## Stored data

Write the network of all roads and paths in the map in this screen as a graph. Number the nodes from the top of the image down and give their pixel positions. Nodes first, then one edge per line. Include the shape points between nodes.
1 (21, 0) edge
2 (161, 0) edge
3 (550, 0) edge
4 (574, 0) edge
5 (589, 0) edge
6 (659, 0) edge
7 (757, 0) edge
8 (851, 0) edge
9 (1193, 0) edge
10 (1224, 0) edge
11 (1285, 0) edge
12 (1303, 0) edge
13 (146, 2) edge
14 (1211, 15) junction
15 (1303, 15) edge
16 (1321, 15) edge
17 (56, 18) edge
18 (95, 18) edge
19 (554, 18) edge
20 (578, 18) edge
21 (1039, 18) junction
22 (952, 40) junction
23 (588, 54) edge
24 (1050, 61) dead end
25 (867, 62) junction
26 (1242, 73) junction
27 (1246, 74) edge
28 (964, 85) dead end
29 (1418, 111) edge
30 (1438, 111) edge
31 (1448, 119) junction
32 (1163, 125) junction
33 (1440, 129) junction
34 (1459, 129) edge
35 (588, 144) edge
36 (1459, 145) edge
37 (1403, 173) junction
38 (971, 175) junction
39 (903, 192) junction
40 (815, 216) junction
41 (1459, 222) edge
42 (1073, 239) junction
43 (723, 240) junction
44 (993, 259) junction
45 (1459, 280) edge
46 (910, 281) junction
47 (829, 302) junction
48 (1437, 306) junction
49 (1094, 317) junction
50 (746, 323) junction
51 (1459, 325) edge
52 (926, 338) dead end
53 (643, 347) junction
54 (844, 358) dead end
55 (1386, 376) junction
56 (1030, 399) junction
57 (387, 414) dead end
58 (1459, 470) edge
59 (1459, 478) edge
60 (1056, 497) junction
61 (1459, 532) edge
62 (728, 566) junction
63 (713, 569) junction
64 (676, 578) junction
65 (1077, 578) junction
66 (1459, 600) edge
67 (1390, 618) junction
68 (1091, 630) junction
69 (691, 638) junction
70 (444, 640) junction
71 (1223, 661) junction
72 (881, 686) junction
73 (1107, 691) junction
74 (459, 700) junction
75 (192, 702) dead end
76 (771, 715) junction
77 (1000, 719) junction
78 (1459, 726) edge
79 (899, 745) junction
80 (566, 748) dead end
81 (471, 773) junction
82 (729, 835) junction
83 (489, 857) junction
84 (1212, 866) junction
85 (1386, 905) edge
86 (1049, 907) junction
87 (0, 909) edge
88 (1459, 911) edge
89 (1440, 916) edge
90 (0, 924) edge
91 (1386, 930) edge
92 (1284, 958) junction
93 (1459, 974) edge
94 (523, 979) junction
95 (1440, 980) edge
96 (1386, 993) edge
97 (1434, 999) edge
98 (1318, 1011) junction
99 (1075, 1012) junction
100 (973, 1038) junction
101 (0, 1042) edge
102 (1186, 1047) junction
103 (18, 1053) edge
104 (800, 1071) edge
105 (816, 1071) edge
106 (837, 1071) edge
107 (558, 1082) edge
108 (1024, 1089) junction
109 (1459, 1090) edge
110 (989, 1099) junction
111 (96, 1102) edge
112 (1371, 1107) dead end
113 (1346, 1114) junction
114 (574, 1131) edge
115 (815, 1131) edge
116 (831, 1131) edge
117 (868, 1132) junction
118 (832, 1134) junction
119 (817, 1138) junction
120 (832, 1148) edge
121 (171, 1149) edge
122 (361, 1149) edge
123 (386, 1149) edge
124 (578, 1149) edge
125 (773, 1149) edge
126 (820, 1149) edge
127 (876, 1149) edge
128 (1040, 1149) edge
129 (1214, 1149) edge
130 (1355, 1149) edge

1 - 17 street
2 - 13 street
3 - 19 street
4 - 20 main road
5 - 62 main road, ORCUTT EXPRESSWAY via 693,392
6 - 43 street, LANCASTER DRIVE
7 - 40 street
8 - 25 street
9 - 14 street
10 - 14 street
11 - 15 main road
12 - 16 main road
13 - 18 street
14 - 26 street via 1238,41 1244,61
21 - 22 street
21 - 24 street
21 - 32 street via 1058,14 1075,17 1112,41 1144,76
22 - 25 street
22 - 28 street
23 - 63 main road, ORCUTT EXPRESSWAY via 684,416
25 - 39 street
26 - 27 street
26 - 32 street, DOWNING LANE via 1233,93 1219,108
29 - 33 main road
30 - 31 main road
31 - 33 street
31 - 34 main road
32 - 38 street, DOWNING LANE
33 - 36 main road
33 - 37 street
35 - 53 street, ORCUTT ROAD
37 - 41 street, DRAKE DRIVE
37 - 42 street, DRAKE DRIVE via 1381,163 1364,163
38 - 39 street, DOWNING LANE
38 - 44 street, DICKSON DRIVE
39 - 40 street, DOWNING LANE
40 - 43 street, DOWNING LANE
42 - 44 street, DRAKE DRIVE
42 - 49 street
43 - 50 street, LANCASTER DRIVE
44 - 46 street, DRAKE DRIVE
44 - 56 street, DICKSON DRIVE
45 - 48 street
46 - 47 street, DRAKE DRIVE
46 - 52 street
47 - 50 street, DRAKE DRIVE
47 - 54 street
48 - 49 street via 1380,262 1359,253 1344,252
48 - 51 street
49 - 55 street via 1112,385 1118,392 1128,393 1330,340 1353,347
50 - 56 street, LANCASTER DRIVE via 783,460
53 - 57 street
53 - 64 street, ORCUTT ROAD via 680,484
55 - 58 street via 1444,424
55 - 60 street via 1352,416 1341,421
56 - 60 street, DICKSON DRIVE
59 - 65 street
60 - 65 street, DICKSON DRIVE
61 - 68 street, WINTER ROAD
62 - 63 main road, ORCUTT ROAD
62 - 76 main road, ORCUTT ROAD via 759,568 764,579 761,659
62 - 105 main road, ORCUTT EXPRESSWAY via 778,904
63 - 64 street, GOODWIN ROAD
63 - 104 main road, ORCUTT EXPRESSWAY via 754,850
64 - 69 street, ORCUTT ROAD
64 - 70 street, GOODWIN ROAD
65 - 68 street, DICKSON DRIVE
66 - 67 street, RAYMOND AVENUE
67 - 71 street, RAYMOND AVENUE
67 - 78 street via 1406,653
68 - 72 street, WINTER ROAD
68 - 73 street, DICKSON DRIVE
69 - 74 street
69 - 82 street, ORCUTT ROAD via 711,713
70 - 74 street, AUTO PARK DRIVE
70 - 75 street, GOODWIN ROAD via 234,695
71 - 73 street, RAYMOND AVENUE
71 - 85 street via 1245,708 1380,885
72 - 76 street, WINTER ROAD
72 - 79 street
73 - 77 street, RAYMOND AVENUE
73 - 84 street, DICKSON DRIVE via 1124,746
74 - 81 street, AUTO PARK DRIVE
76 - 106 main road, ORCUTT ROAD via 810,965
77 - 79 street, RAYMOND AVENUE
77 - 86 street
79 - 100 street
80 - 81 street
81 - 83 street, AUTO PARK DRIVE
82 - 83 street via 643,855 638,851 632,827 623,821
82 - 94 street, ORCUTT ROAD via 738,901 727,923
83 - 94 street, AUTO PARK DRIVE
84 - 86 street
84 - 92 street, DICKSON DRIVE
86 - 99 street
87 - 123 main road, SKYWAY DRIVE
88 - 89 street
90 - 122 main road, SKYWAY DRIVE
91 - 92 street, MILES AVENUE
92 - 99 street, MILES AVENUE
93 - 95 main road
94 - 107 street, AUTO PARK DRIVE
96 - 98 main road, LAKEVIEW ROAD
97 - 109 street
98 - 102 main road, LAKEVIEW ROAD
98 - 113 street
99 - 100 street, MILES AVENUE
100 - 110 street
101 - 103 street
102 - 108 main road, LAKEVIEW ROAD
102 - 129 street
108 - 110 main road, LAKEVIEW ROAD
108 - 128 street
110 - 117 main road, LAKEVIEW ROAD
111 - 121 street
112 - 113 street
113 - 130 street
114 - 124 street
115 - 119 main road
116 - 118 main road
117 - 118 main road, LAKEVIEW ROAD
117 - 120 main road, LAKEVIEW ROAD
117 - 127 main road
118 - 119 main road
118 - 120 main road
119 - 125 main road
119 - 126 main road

## Problem to work on
If a line in the data above includes the string "MILES", copy it.

## Answer space
91 - 92 street, MILES AVENUE
92 - 99 street, MILES AVENUE
99 - 100 street, MILES AVENUE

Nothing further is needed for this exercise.